= TASK OBJECTIVE =
Drop every image, then reproduce the data exactly as given.

= RECORDS SUPPLIED =
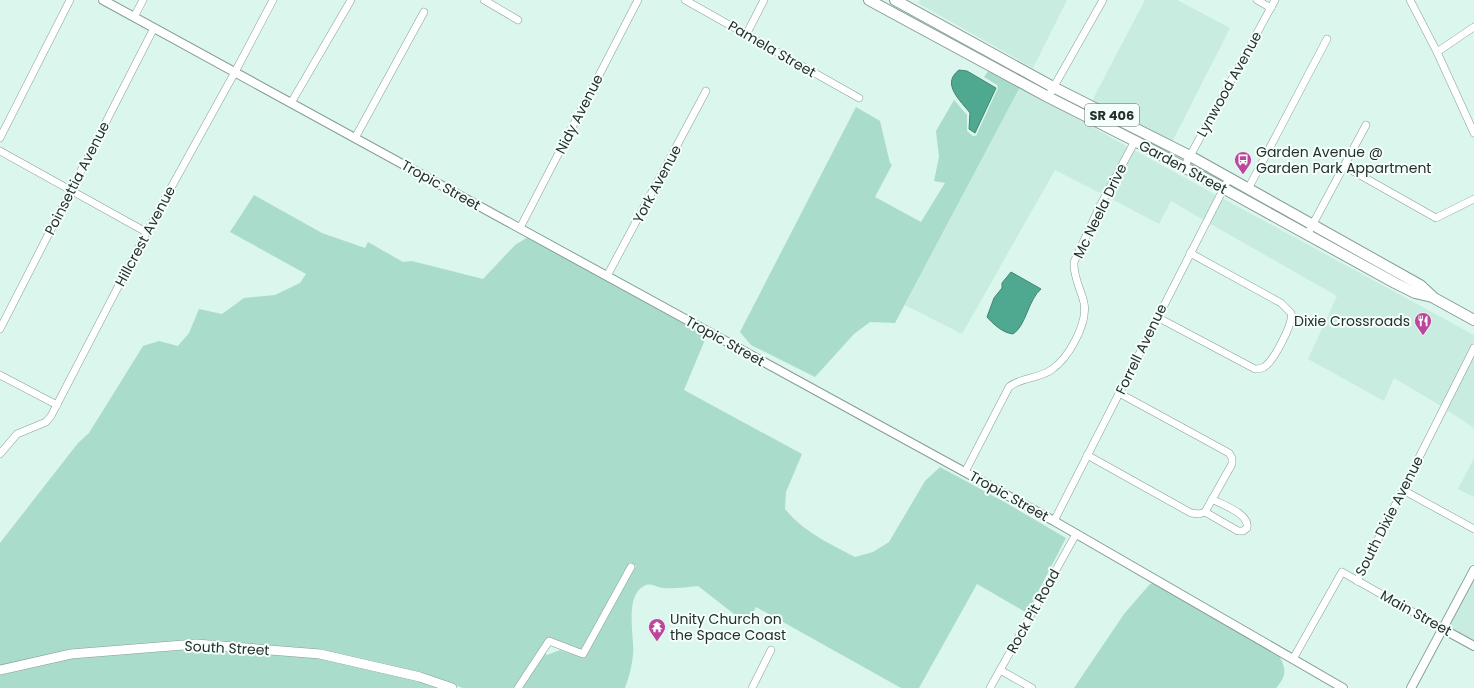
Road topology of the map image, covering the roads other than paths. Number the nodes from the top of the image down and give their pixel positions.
1 (70, 0) edge
2 (103, 0) edge
3 (143, 0) edge
4 (273, 0) edge
5 (351, 0) edge
6 (484, 0) edge
7 (638, 0) edge
8 (685, 0) edge
9 (764, 0) edge
10 (869, 0) edge
11 (895, 0) edge
12 (1103, 0) edge
13 (1257, 0) edge
14 (1275, 0) edge
15 (1410, 0) edge
16 (1271, 8) junction
17 (424, 12) dead end
18 (134, 17) junction
19 (518, 20) dead end
20 (1474, 27) edge
21 (154, 28) junction
22 (747, 33) junction
23 (962, 37) junction
24 (1327, 39) dead end
25 (956, 48) junction
26 (1437, 52) junction
27 (235, 72) junction
28 (1054, 87) junction
29 (706, 91) dead end
30 (1048, 97) junction
31 (859, 98) dead end
32 (291, 103) junction
33 (1366, 125) dead end
34 (1474, 133) edge
35 (0, 138) edge
36 (355, 138) junction
37 (1135, 141) junction
38 (0, 151) edge
39 (1190, 156) junction
40 (1344, 166) junction
41 (1184, 167) junction
42 (1229, 178) junction
43 (1223, 188) junction
44 (1248, 189) junction
45 (71, 190) junction
46 (1474, 198) edge
47 (1312, 224) junction
48 (520, 228) junction
49 (146, 232) junction
50 (1307, 235) junction
51 (1190, 253) junction
52 (607, 276) junction
53 (1434, 298) junction
54 (1157, 317) junction
55 (1474, 320) edge
56 (0, 329) edge
57 (1474, 348) edge
58 (0, 375) edge
59 (1119, 393) junction
60 (57, 405) junction
61 (0, 454) edge
62 (1087, 455) junction
63 (965, 472) junction
64 (1403, 490) junction
65 (1212, 499) junction
66 (1205, 512) junction
67 (1054, 521) junction
68 (1474, 529) edge
69 (1076, 534) junction
70 (631, 567) dead end
71 (1474, 570) edge
72 (1357, 581) junction
73 (1443, 628) junction
74 (1474, 646) edge
75 (771, 650) dead end
76 (1293, 660) junction
77 (0, 670) edge
78 (1000, 670) junction
79 (452, 688) edge
80 (518, 688) edge
81 (752, 688) edge
82 (990, 688) edge
83 (1032, 688) edge
84 (1343, 688) edge
85 (1411, 688) edge

1 - 35 street
2 - 18 street, Tropic Street
3 - 18 street
4 - 27 street, Hillcrest Avenue
5 - 32 street
6 - 19 street
7 - 48 street, Nidy Avenue
8 - 22 street, Pamela Street
9 - 22 street
10 - 25 main road, Garden Street / SR 406
11 - 23 main road, Garden Street / SR 406
12 - 28 street
13 - 16 street
14 - 16 street, Lynwood Avenue
15 - 26 street
16 - 39 street, Lynwood Avenue
17 - 36 street
18 - 21 street, Tropic Street
20 - 26 street
21 - 27 street, Tropic Street
21 - 45 street, Poinsettia Avenue
22 - 31 street, Pamela Street
23 - 25 street
23 - 28 main road, Garden Street / SR 406
24 - 44 street
25 - 30 main road, Garden Street / SR 406
26 - 34 street
27 - 32 street, Tropic Street
27 - 49 street, Hillcrest Avenue
28 - 30 street
28 - 39 main road, Garden Street / SR 406
29 - 52 street, York Avenue
30 - 37 main road, Garden Street / SR 406
32 - 36 street, Tropic Street
33 - 40 street
36 - 48 street, Tropic Street
37 - 41 main road, Garden Street / SR 406
37 - 63 street, Mc Neela Drive
38 - 45 street
39 - 41 street, Lynwood Avenue
39 - 42 main road, Garden Street / SR 406
40 - 46 street
40 - 47 street
41 - 43 main road, Garden Street / SR 406
42 - 43 street, Forrell Avenue
42 - 44 main road, Garden Street / SR 406
43 - 50 main road, Garden Street / SR 406
43 - 51 street, Forrell Avenue
44 - 47 main road, Garden Street / SR 406
45 - 49 street
45 - 56 street, Poinsettia Avenue
47 - 50 street
47 - 53 main road, Garden Street / SR 406
48 - 52 street, Tropic Street
49 - 60 street, Hillcrest Avenue
50 - 53 main road, Garden Street / SR 406
51 - 54 street, Forrell Avenue
51 - 54 street
52 - 63 street, Tropic Street
53 - 55 main road, Garden Street / SR 406
54 - 59 street, Forrell Avenue
57 - 64 street, South Dixie Avenue
58 - 60 street
59 - 62 street, Forrell Avenue
59 - 65 street
60 - 61 street, Hillcrest Avenue
62 - 66 street
62 - 67 street, Forrell Avenue
63 - 67 street, Tropic Street
64 - 68 street
64 - 72 street, South Dixie Avenue
65 - 66 street
65 - 66 street
67 - 69 street, Tropic Street
69 - 76 street, Tropic Street
69 - 78 street, Rock Pit Road
70 - 80 street
71 - 73 street
72 - 73 street, Main Street
72 - 76 street, South Dixie Avenue
73 - 74 street, Main Street
73 - 85 street
75 - 81 street
76 - 84 street, Tropic Street
77 - 79 main road, South Street
78 - 82 street, Rock Pit Road
78 - 83 street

= ANSWER SECTION =
Road topology of the map image, covering the roads other than paths. Number the nodes from the top of the image down and give their pixel positions.
1 (70, 0) edge
2 (103, 0) edge
3 (143, 0) edge
4 (273, 0) edge
5 (351, 0) edge
6 (484, 0) edge
7 (638, 0) edge
8 (685, 0) edge
9 (764, 0) edge
10 (869, 0) edge
11 (895, 0) edge
12 (1103, 0) edge
13 (1257, 0) edge
14 (1275, 0) edge
15 (1410, 0) edge
16 (1271, 8) junction
17 (424, 12) dead end
18 (134, 17) junction
19 (518, 20) dead end
20 (1474, 27) edge
21 (154, 28) junction
22 (747, 33) junction
23 (962, 37) junction
24 (1327, 39) dead end
25 (956, 48) junction
26 (1437, 52) junction
27 (235, 72) junction
28 (1054, 87) junction
29 (706, 91) dead end
30 (1048, 97) junction
31 (859, 98) dead end
32 (291, 103) junction
33 (1366, 125) dead end
34 (1474, 133) edge
35 (0, 138) edge
36 (355, 138) junction
37 (1135, 141) junction
38 (0, 151) edge
39 (1190, 156) junction
40 (1344, 166) junction
41 (1184, 167) junction
42 (1229, 178) junction
43 (1223, 188) junction
44 (1248, 189) junction
45 (71, 190) junction
46 (1474, 198) edge
47 (1312, 224) junction
48 (520, 228) junction
49 (146, 232) junction
50 (1307, 235) junction
51 (1190, 253) junction
52 (607, 276) junction
53 (1434, 298) junction
54 (1157, 317) junction
55 (1474, 320) edge
56 (0, 329) edge
57 (1474, 348) edge
58 (0, 375) edge
59 (1119, 393) junction
60 (57, 405) junction
61 (0, 454) edge
62 (1087, 455) junction
63 (965, 472) junction
64 (1403, 490) junction
65 (1212, 499) junction
66 (1205, 512) junction
67 (1054, 521) junction
68 (1474, 529) edge
69 (1076, 534) junction
70 (631, 567) dead end
71 (1474, 570) edge
72 (1357, 581) junction
73 (1443, 628) junction
74 (1474, 646) edge
75 (771, 650) dead end
76 (1293, 660) junction
77 (0, 670) edge
78 (1000, 670) junction
79 (452, 688) edge
80 (518, 688) edge
81 (752, 688) edge
82 (990, 688) edge
83 (1032, 688) edge
84 (1343, 688) edge
85 (1411, 688) edge

1 - 35 street
2 - 18 street, Tropic Street
3 - 18 street
4 - 27 street, Hillcrest Avenue
5 - 32 street
6 - 19 street
7 - 48 street, Nidy Avenue
8 - 22 street, Pamela Street
9 - 22 street
10 - 25 main road, Garden Street / SR 406
11 - 23 main road, Garden Street / SR 406
12 - 28 street
13 - 16 street
14 - 16 street, Lynwood Avenue
15 - 26 street
16 - 39 street, Lynwood Avenue
17 - 36 street
18 - 21 street, Tropic Street
20 - 26 street
21 - 27 street, Tropic Street
21 - 45 street, Poinsettia Avenue
22 - 31 street, Pamela Street
23 - 25 street
23 - 28 main road, Garden Street / SR 406
24 - 44 street
25 - 30 main road, Garden Street / SR 406
26 - 34 street
27 - 32 street, Tropic Street
27 - 49 street, Hillcrest Avenue
28 - 30 street
28 - 39 main road, Garden Street / SR 406
29 - 52 street, York Avenue
30 - 37 main road, Garden Street / SR 406
32 - 36 street, Tropic Street
33 - 40 street
36 - 48 street, Tropic Street
37 - 41 main road, Garden Street / SR 406
37 - 63 street, Mc Neela Drive
38 - 45 street
39 - 41 street, Lynwood Avenue
39 - 42 main road, Garden Street / SR 406
40 - 46 street
40 - 47 street
41 - 43 main road, Garden Street / SR 406
42 - 43 street, Forrell Avenue
42 - 44 main road, Garden Street / SR 406
43 - 50 main road, Garden Street / SR 406
43 - 51 street, Forrell Avenue
44 - 47 main road, Garden Street / SR 406
45 - 49 street
45 - 56 street, Poinsettia Avenue
47 - 50 street
47 - 53 main road, Garden Street / SR 406
48 - 52 street, Tropic Street
49 - 60 street, Hillcrest Avenue
50 - 53 main road, Garden Street / SR 406
51 - 54 street, Forrell Avenue
51 - 54 street
52 - 63 street, Tropic Street
53 - 55 main road, Garden Street / SR 406
54 - 59 street, Forrell Avenue
57 - 64 street, South Dixie Avenue
58 - 60 street
59 - 62 street, Forrell Avenue
59 - 65 street
60 - 61 street, Hillcrest Avenue
62 - 66 street
62 - 67 street, Forrell Avenue
63 - 67 street, Tropic Street
64 - 68 street
64 - 72 street, South Dixie Avenue
65 - 66 street
65 - 66 street
67 - 69 street, Tropic Street
69 - 76 street, Tropic Street
69 - 78 street, Rock Pit Road
70 - 80 street
71 - 73 street
72 - 73 street, Main Street
72 - 76 street, South Dixie Avenue
73 - 74 street, Main Street
73 - 85 street
75 - 81 street
76 - 84 street, Tropic Street
77 - 79 main road, South Street
78 - 82 street, Rock Pit Road
78 - 83 street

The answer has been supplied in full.